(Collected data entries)
┌──
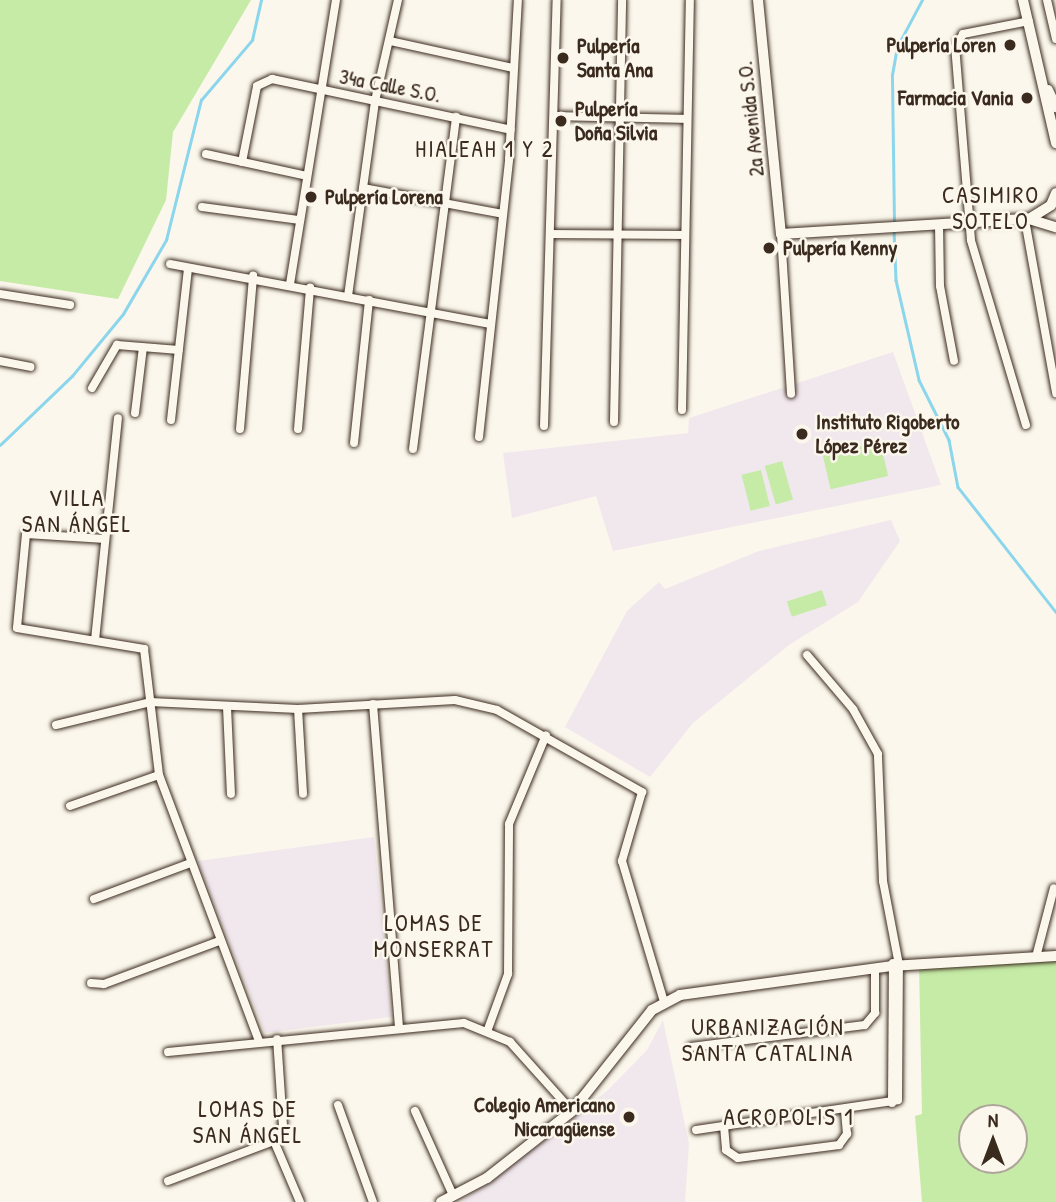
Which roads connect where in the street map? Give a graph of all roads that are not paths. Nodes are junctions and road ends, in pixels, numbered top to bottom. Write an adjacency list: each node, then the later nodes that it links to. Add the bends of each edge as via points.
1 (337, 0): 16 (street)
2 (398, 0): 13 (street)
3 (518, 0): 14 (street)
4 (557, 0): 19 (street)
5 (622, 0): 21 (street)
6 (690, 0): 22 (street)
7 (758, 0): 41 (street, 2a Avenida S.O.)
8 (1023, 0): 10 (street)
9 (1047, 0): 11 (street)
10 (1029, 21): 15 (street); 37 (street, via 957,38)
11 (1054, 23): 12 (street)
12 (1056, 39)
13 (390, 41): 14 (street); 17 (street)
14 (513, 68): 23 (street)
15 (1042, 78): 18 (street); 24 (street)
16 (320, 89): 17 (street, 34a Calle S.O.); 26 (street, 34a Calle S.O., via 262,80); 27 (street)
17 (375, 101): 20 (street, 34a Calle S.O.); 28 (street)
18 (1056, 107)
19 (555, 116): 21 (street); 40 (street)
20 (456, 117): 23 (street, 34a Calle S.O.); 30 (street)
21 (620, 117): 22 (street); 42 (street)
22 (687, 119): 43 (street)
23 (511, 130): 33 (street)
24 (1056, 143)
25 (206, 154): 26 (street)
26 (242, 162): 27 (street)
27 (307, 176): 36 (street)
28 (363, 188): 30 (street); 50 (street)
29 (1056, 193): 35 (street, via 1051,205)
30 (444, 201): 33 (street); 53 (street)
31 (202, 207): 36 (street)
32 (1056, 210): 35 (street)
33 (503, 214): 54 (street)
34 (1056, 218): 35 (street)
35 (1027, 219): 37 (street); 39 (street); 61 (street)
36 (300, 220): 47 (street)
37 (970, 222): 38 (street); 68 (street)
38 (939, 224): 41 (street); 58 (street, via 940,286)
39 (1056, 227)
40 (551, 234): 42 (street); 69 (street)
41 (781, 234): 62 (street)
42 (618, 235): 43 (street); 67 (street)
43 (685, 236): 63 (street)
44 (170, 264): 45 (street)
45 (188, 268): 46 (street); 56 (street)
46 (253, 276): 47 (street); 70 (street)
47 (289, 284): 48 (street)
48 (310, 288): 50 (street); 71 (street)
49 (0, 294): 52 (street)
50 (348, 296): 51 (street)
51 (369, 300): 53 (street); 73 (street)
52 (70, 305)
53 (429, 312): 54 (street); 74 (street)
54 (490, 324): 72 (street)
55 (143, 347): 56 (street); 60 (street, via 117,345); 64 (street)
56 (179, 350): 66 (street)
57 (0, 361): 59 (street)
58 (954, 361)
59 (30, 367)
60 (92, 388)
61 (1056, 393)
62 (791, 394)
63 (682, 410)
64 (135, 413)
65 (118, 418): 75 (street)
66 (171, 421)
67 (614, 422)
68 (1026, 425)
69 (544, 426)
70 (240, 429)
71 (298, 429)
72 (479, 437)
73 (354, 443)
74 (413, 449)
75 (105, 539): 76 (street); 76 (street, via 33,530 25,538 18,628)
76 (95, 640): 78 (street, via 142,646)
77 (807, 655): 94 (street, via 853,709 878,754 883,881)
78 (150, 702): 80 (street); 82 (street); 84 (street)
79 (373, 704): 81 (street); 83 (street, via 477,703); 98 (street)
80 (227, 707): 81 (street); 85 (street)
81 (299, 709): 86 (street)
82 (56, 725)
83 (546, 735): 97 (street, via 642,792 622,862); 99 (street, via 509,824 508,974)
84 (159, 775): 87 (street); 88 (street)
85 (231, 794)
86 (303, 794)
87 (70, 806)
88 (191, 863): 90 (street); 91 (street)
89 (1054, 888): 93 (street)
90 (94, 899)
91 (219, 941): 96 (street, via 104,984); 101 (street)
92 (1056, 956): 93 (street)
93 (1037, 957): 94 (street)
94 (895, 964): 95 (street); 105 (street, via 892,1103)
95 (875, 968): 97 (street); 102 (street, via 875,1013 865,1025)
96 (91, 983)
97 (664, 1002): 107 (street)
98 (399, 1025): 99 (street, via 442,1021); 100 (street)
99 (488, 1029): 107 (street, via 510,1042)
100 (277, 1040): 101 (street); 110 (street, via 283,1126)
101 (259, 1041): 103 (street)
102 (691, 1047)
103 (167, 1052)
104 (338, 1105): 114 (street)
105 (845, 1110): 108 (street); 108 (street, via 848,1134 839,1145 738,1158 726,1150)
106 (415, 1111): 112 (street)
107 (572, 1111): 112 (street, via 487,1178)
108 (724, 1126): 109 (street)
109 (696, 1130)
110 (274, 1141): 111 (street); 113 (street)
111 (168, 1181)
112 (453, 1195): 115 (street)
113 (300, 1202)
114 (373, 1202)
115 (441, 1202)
└──
== Assigned task ==
The lines sought are those in the data above that include the string "Calle"; copy each one.

== Response to this task ==
16 (320, 89): 17 (street, 34a Calle S.O.); 26 (street, 34a Calle S.O., via 262,80); 27 (street)
17 (375, 101): 20 (street, 34a Calle S.O.); 28 (street)
20 (456, 117): 23 (street, 34a Calle S.O.); 30 (street)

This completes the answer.